::: Given data

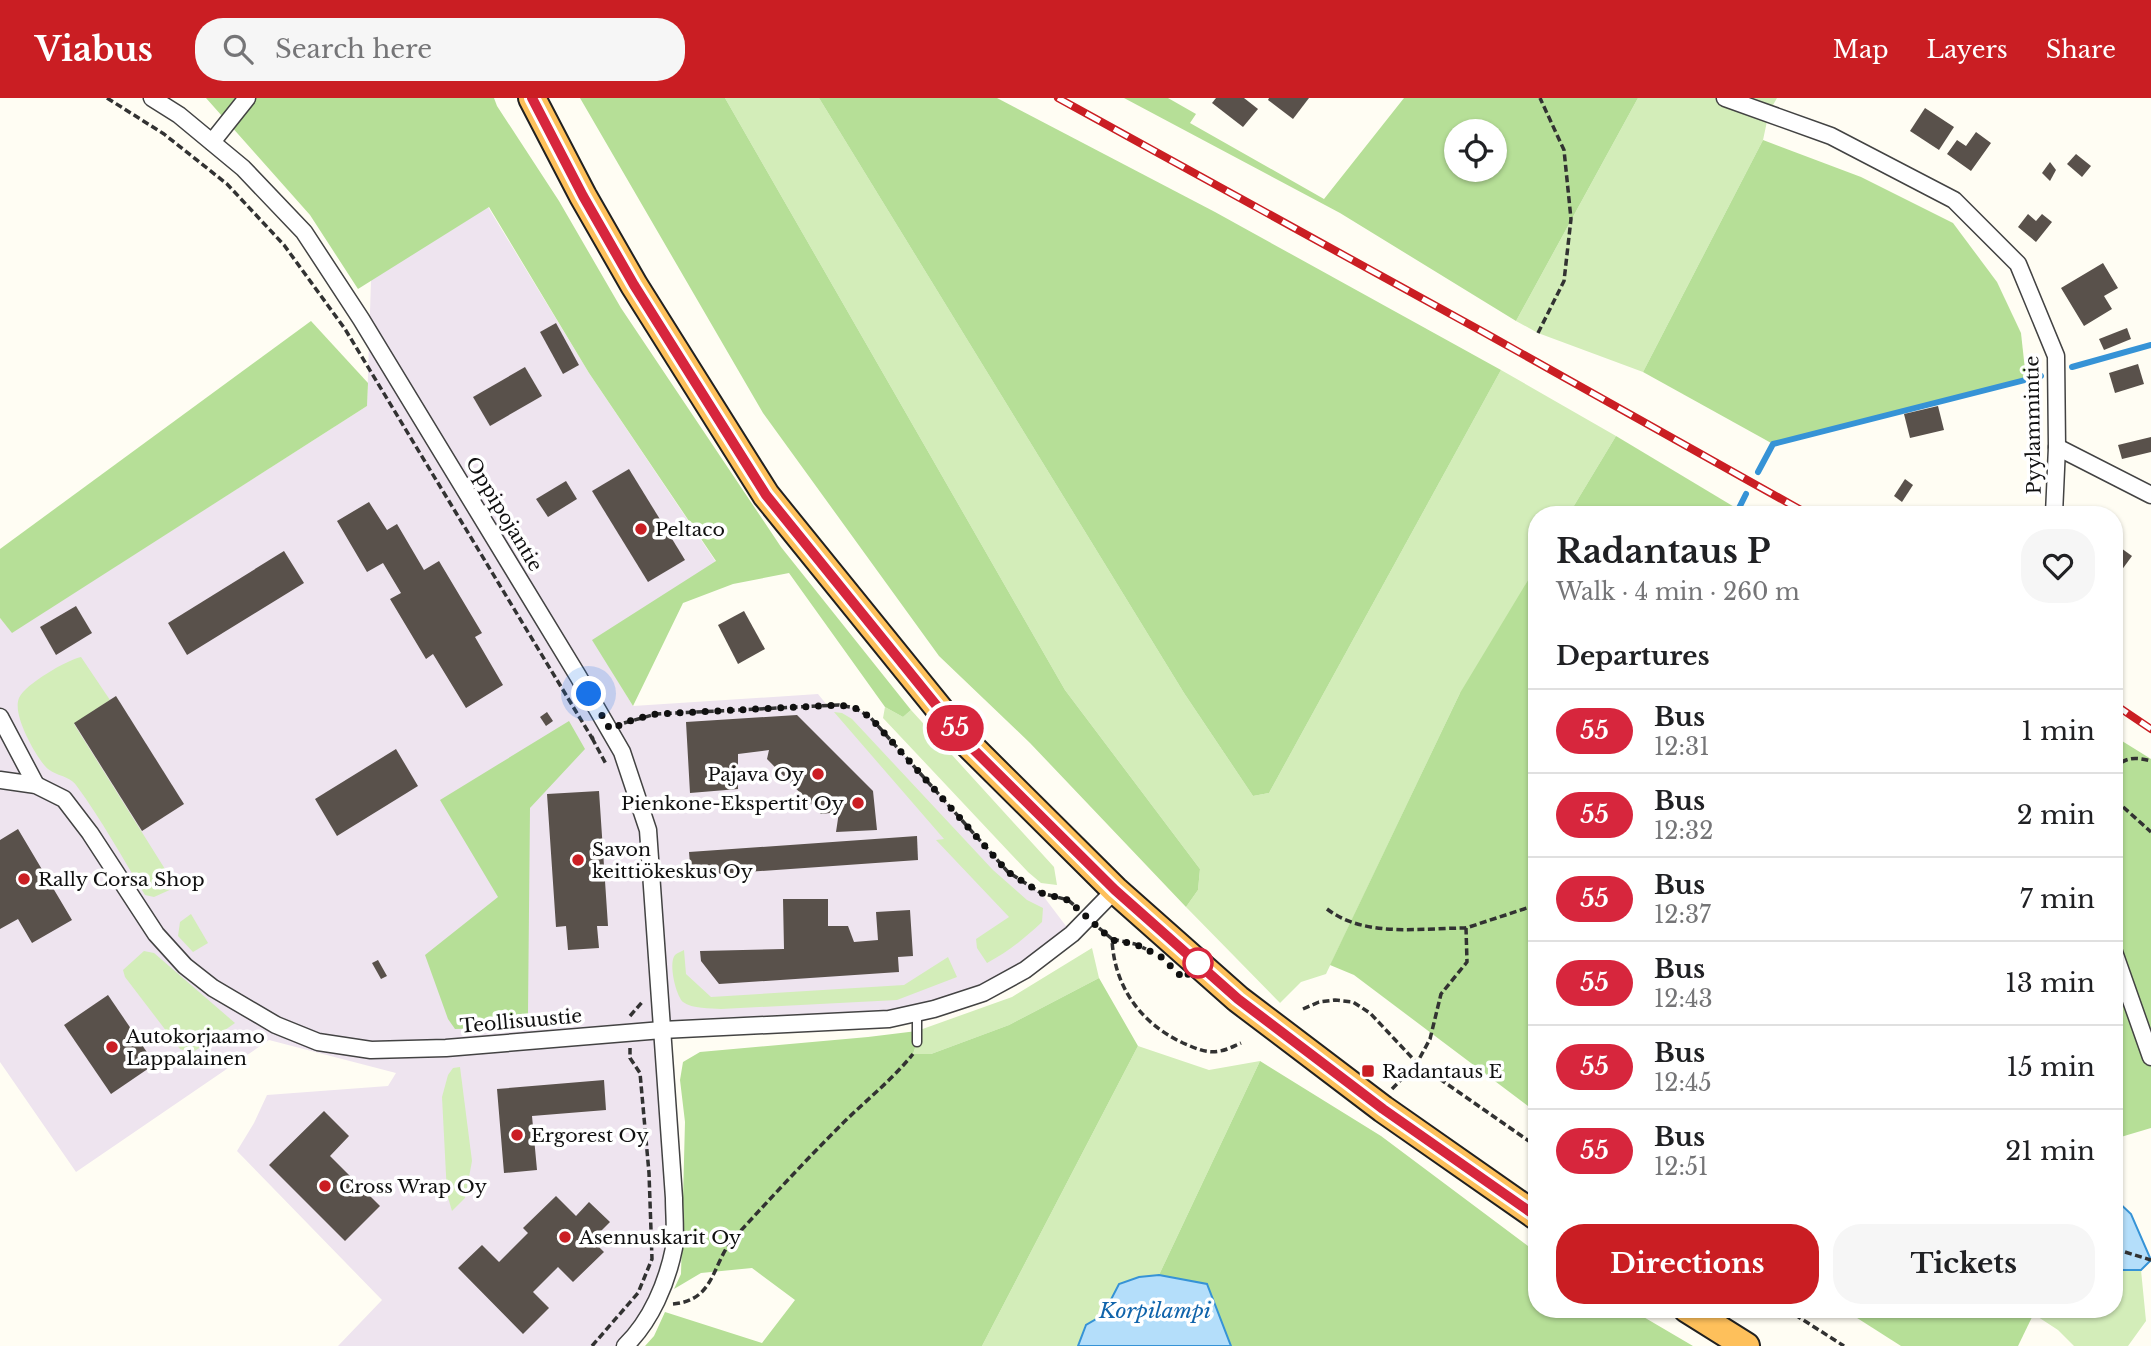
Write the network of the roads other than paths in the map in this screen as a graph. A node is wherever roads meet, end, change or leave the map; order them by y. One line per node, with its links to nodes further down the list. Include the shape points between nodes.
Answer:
1 (152, 98): 5 (street, Oppipojantie)
2 (247, 98): 5 (street)
3 (533, 98): 12 (highway, via 634,285 766,495 966,742)
4 (1725, 98): 6 (street, Pyylammintie, via 1831,136 1954,200 2018,264 2056,356)
5 (212, 142): 15 (street, Oppipojantie, via 304,233 362,319 610,729 648,830)
6 (2057, 447): 7 (street); 8 (street, Pyylammintie)
7 (2151, 495)
8 (2054, 506)
9 (0, 717): 11 (street)
10 (0, 780): 11 (street, Teollisuustie)
11 (36, 785): 15 (street, Teollisuustie, via 64,799 156,934 185,966 223,995 318,1042 371,1050 446,1048)
12 (1115, 890): 14 (street, Teollisuustie, via 1072,934 1025,970 983,993); 18 (highway, via 1238,999)
13 (2123, 978): 17 (street)
14 (917, 1013): 15 (street, Teollisuustie); 16 (lane)
15 (662, 1030): 20 (street, Oppipojantie, via 674,1246 662,1289 638,1333)
16 (917, 1042)
17 (2151, 1057)
18 (1528, 1210)
19 (1701, 1318): 21 (highway)
20 (625, 1346)
21 (1746, 1346)

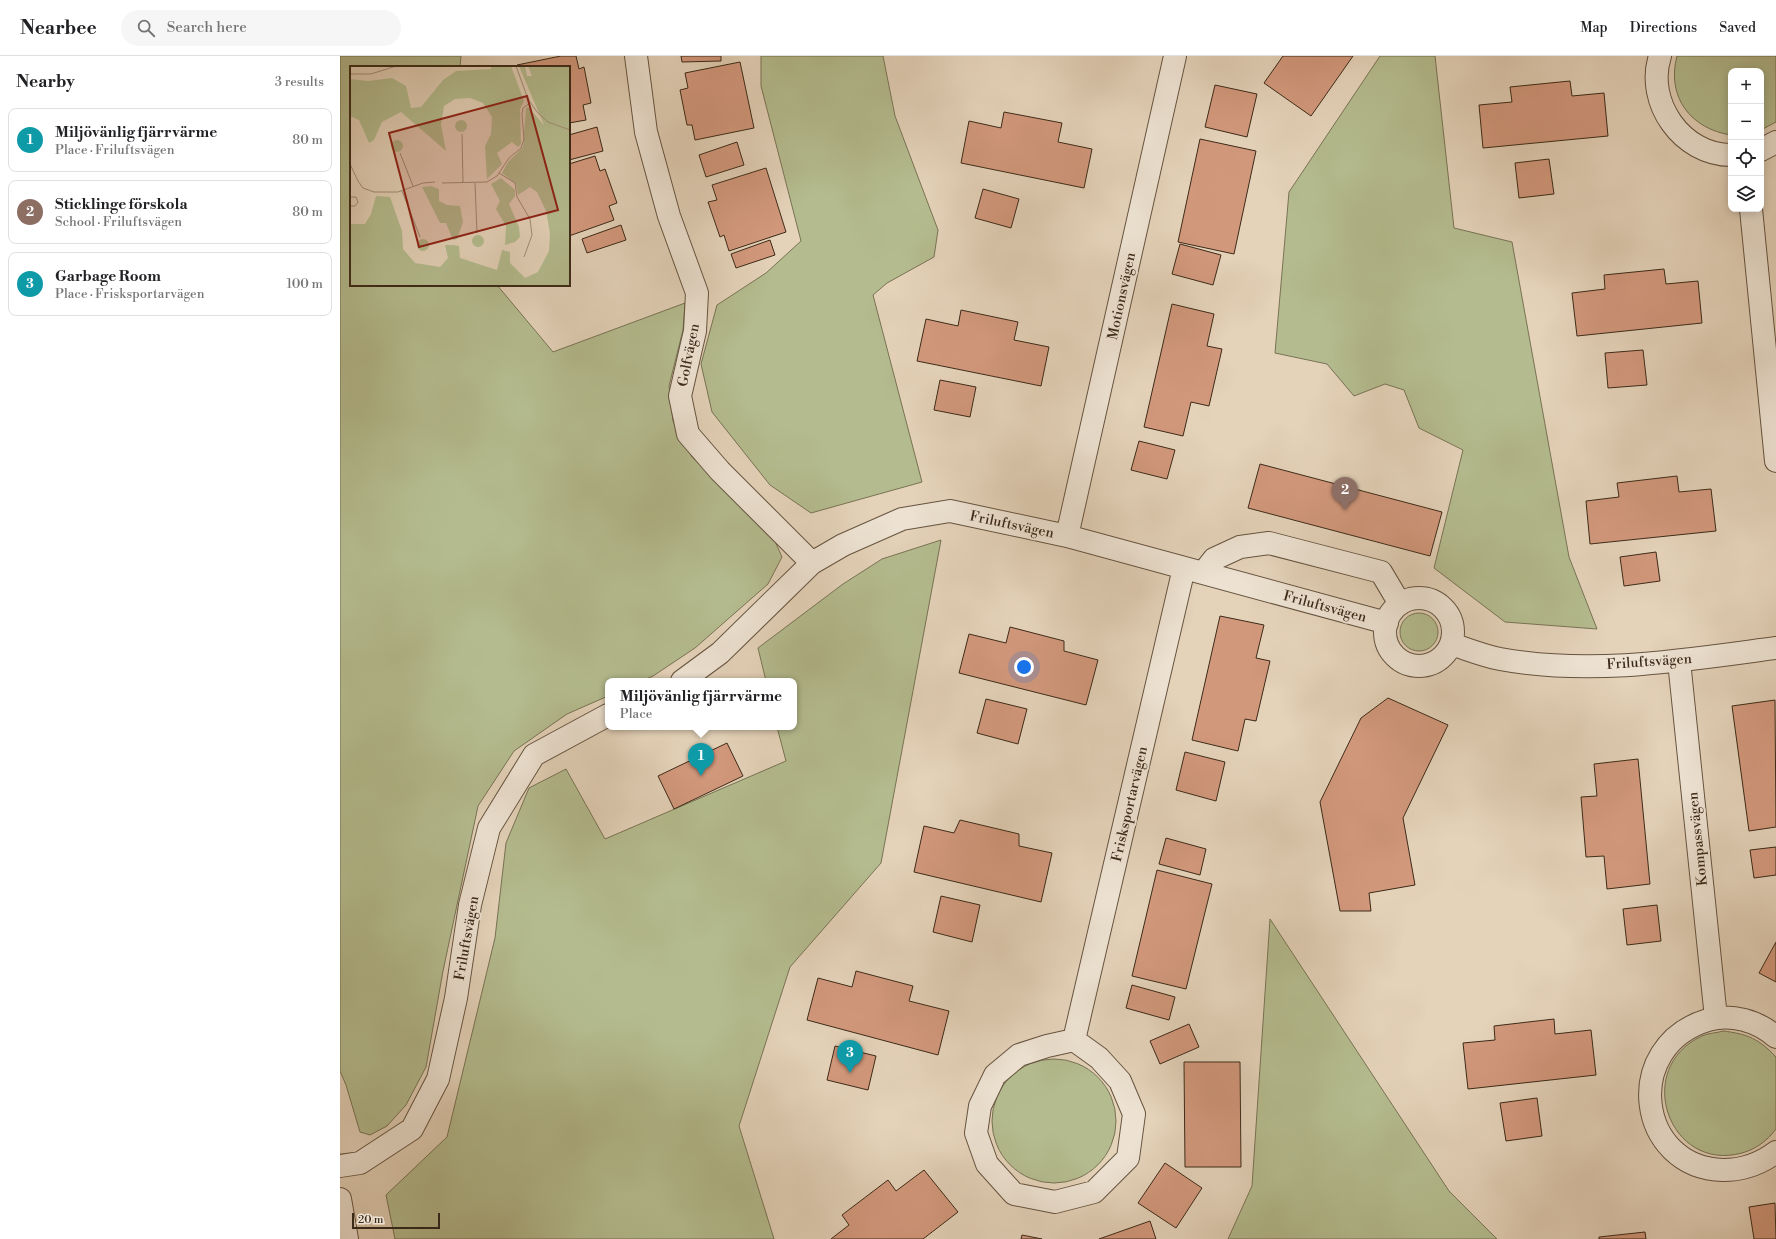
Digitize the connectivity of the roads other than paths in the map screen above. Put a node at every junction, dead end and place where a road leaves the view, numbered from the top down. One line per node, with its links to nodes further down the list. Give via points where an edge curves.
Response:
1 (636, 56): 10 (street, Golfvägen, via 646,132 669,216 696,293 695,331 680,396 688,434 720,471)
2 (1175, 56): 9 (street, Motionsvägen)
3 (1660, 56): 6 (street, via 1657,64 1657,86 1662,107 1673,126 1687,139 1705,149)
4 (1776, 142): 5 (street)
5 (1764, 148)
6 (1728, 154)
7 (1751, 212): 8 (street)
8 (1776, 461)
9 (1067, 536): 10 (street, Friluftsvägen, via 950,511 902,519 843,545); 11 (street, Friluftsvägen)
10 (812, 563): 17 (street, Friluftsvägen, via 720,653)
11 (1194, 570): 12 (street, via 1240,547 1269,543 1381,572); 13 (street, Friluftsvägen); 21 (street, Frisksportarvägen)
12 (1400, 604): 13 (street, via 1392,612); 14 (street, via 1418,598 1431,601 1443,608 1452,625)
13 (1387, 623): 14 (street, via 1385,632 1390,650 1405,663 1427,665 1437,661)
14 (1451, 644): 16 (street, Friluftsvägen, via 1500,659 1574,666)
15 (1776, 648): 16 (street, Friluftsvägen)
16 (1679, 660): 19 (street, Kompassvägen)
17 (686, 678)
18 (605, 718): 23 (street, Friluftsvägen, via 534,755 490,828 470,905 456,998 438,1079 412,1129 360,1163)
19 (1716, 1018): 20 (street, via 1743,1019 1767,1029); 22 (street, via 1692,1025 1672,1040 1657,1061 1650,1085 1651,1110 1655,1124 1672,1149 1687,1160 1712,1170 1738,1170 1764,1161)
20 (1776, 1037)
21 (1074, 1040): 21 (street, via 1019,1055 995,1075 980,1106 976,1133 986,1164 1014,1194 1055,1202 1094,1192 1128,1158 1134,1114 1120,1081 1099,1058)
22 (1776, 1152)
23 (340, 1166)
24 (340, 1199): 25 (street)
25 (347, 1239)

::::::

Exercise details:
The output is the data above, repeated exactly, with pictures omitted.

Solution to this task:
Write the network of the roads other than paths in the map in this screen as a graph. A node is wherever roads meet, end, change or leave the map; order them by y. One line per node, with its links to nodes further down the list. Include the shape points between nodes.
Answer:
1 (152, 98): 5 (street, Oppipojantie)
2 (247, 98): 5 (street)
3 (533, 98): 12 (highway, via 634,285 766,495 966,742)
4 (1725, 98): 6 (street, Pyylammintie, via 1831,136 1954,200 2018,264 2056,356)
5 (212, 142): 15 (street, Oppipojantie, via 304,233 362,319 610,729 648,830)
6 (2057, 447): 7 (street); 8 (street, Pyylammintie)
7 (2151, 495)
8 (2054, 506)
9 (0, 717): 11 (street)
10 (0, 780): 11 (street, Teollisuustie)
11 (36, 785): 15 (street, Teollisuustie, via 64,799 156,934 185,966 223,995 318,1042 371,1050 446,1048)
12 (1115, 890): 14 (street, Teollisuustie, via 1072,934 1025,970 983,993); 18 (highway, via 1238,999)
13 (2123, 978): 17 (street)
14 (917, 1013): 15 (street, Teollisuustie); 16 (lane)
15 (662, 1030): 20 (street, Oppipojantie, via 674,1246 662,1289 638,1333)
16 (917, 1042)
17 (2151, 1057)
18 (1528, 1210)
19 (1701, 1318): 21 (highway)
20 (625, 1346)
21 (1746, 1346)

Digitize the connectivity of the roads other than paths in the map screen above. Put a node at every junction, dead end and place where a road leaves the view, numbered from the top down. One line per node, with its links to nodes further down the list. Give via points where an edge curves.
Response:
1 (636, 56): 10 (street, Golfvägen, via 646,132 669,216 696,293 695,331 680,396 688,434 720,471)
2 (1175, 56): 9 (street, Motionsvägen)
3 (1660, 56): 6 (street, via 1657,64 1657,86 1662,107 1673,126 1687,139 1705,149)
4 (1776, 142): 5 (street)
5 (1764, 148)
6 (1728, 154)
7 (1751, 212): 8 (street)
8 (1776, 461)
9 (1067, 536): 10 (street, Friluftsvägen, via 950,511 902,519 843,545); 11 (street, Friluftsvägen)
10 (812, 563): 17 (street, Friluftsvägen, via 720,653)
11 (1194, 570): 12 (street, via 1240,547 1269,543 1381,572); 13 (street, Friluftsvägen); 21 (street, Frisksportarvägen)
12 (1400, 604): 13 (street, via 1392,612); 14 (street, via 1418,598 1431,601 1443,608 1452,625)
13 (1387, 623): 14 (street, via 1385,632 1390,650 1405,663 1427,665 1437,661)
14 (1451, 644): 16 (street, Friluftsvägen, via 1500,659 1574,666)
15 (1776, 648): 16 (street, Friluftsvägen)
16 (1679, 660): 19 (street, Kompassvägen)
17 (686, 678)
18 (605, 718): 23 (street, Friluftsvägen, via 534,755 490,828 470,905 456,998 438,1079 412,1129 360,1163)
19 (1716, 1018): 20 (street, via 1743,1019 1767,1029); 22 (street, via 1692,1025 1672,1040 1657,1061 1650,1085 1651,1110 1655,1124 1672,1149 1687,1160 1712,1170 1738,1170 1764,1161)
20 (1776, 1037)
21 (1074, 1040): 21 (street, via 1019,1055 995,1075 980,1106 976,1133 986,1164 1014,1194 1055,1202 1094,1192 1128,1158 1134,1114 1120,1081 1099,1058)
22 (1776, 1152)
23 (340, 1166)
24 (340, 1199): 25 (street)
25 (347, 1239)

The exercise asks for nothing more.